Among the weaknesses of NIR technology are:

weak analytical signal variance of overtone and combination band vibrations
heavily overlapped near IR spectral bands require the use of more complex mathematics to extract chemical and physical information
baseline drift that may be as large as 50 times the thermal noise of the detector
fiber optic sampling devices that can lead to shifting backgrounds

The heavily overlapped spectral bands that exist in the near-infrared region require sophisticated multivariate mathematics in order to take advantage of the high signal to noise ratio of the spectral measurement. Unfortunately, the reliability of multivariate process models is dependent on removal of the baseline drift in the spectra of the standard and the measurement samples as compared to the reference background, and in gradual changes in optical alignment or monochromonator mechanicals. Simple offsets or ramps in the baseline spectrum are easy to remove, while complex, nonlinear baselines due to variations in source output or detector phasing errors are more difficult to remove. Derivative methods are typically used to correct for baseline variations, though complex baselines are difficult to remove by derivative transformations, and high frequency noise is enhanced compared with the lower frequency signal components in the derivative transformation process. The failure to effectively remove these baselines or the enhancement of high frequency noise through derivative transformations can lead to a substantial loss in the ability to model NIR data accurately with multivariate regression techniques.

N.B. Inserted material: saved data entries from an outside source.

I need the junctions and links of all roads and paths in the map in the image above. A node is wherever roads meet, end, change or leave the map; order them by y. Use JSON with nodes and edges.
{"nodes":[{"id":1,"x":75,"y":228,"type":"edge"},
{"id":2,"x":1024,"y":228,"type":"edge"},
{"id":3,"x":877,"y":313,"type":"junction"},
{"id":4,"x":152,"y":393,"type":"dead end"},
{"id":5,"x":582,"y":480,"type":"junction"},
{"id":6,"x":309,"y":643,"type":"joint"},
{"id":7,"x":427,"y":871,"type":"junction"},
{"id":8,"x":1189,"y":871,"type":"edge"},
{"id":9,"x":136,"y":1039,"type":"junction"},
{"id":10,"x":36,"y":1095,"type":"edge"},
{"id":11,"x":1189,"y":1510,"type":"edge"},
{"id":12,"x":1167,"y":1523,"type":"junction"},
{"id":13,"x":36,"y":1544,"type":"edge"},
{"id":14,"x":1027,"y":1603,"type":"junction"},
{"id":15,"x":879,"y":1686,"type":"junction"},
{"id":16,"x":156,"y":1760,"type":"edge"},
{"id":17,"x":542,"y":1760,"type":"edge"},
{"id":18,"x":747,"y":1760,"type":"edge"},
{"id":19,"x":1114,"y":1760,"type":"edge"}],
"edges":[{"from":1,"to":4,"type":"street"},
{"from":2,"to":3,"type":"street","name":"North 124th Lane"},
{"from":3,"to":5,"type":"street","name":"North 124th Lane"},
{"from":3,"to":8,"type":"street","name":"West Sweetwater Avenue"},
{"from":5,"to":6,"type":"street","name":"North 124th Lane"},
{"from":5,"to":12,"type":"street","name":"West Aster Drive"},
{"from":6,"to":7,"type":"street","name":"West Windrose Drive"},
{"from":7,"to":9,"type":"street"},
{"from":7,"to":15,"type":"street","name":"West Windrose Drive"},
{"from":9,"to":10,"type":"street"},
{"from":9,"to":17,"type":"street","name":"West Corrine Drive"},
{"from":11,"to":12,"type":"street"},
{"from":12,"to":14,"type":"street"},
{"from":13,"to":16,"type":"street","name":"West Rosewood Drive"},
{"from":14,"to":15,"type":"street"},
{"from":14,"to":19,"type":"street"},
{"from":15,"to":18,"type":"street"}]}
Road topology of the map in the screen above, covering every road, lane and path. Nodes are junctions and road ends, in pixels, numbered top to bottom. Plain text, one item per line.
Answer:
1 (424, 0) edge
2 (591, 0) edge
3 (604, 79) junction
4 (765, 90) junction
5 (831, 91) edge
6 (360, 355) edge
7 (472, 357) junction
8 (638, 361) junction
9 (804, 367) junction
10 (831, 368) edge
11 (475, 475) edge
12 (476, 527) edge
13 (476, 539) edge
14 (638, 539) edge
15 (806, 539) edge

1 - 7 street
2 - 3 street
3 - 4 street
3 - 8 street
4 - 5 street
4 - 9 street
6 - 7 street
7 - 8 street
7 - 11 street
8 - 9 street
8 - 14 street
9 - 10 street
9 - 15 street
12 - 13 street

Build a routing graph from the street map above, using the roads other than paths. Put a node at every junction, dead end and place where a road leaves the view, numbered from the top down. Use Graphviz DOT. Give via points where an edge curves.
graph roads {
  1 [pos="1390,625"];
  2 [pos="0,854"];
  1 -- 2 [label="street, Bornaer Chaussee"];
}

The complexity of the near-IR spectra for motor gas blending streams can lead to 6-10 significant principle components in a PLS or PCR calibration model. That is, the data contain 6-10 significant, mutually orthogonal coordinate axes. A simple two level experimental calibration design would contain 2ⁿ calibration samples of designed composition to prevent extrapolation of the regression model. Because refinery process streams do not generally contain samples of designed (extreme) composition, it will be necessary to extrapolate the calibration model in the prediction mode with the increased risk of large prediction errors. For these reasons, the detection of outliers is used to prevent large extrapolations of the regression model.

Nuclear Magnetic Resonance, NMR
High resolution Nuclear Magnetic Resonance spectroscopy is a relative newcomer to process chemistry though it is highly exploited in petroleum product research. Proton NMR, in particular, contains a great deal of information about the chemical composition of complex sample mixtures. Peak position is fundamentally related to the connectivity of the nuclei and splitting patterns (sometimes represented as broadness of features) contain information about the connectivity of neighboring nuclei. FT-NMR spectra obtained at small tip angles, are linear and additive in nature. Additivity, and the highly resolved nature of the NMR analytical spectra lead to better-conditioned and more reliable calibration models. NMR spectral differences of different diesel fuels are quite pronounced. Diesel fuels are obviously distinguishable by the ratio of CH2 to CH3 peak (directly related to average alkane/aromatic side chain length) and by the broadness of the aromatic features from 7-8 PPM (vs TMS). Narrow aromatic features are low in polynuclear aromatics while the broad aromatic signature is representative of fuels that contain significant percentages of polynuclear aromatics. Aromatics content and aliphatic/aromatic side chain length are directly related to the fuel cetane number and other properties. The chemical information is so well resolved in NMR spectra that early research into the cetane determination of fuels by NMR was performed without chemometrics (ratios of integrated frequency intervals were used) with analytical reproducibility’s of 1.3 cetane number. NMR is free of the baseline drift issues that plague near-IR. NMR instruments do not have moving parts that can fail mechanically, so the maintenance interval is expected to be even longer than that for near-IR. A permanently installed flow through probe means that mechanical positioning and alignment issues do not limit calibration accuracy through time. Finally, the NMR measurement is not susceptible to light scattering and other optical disturbances common in optical spectroscopy.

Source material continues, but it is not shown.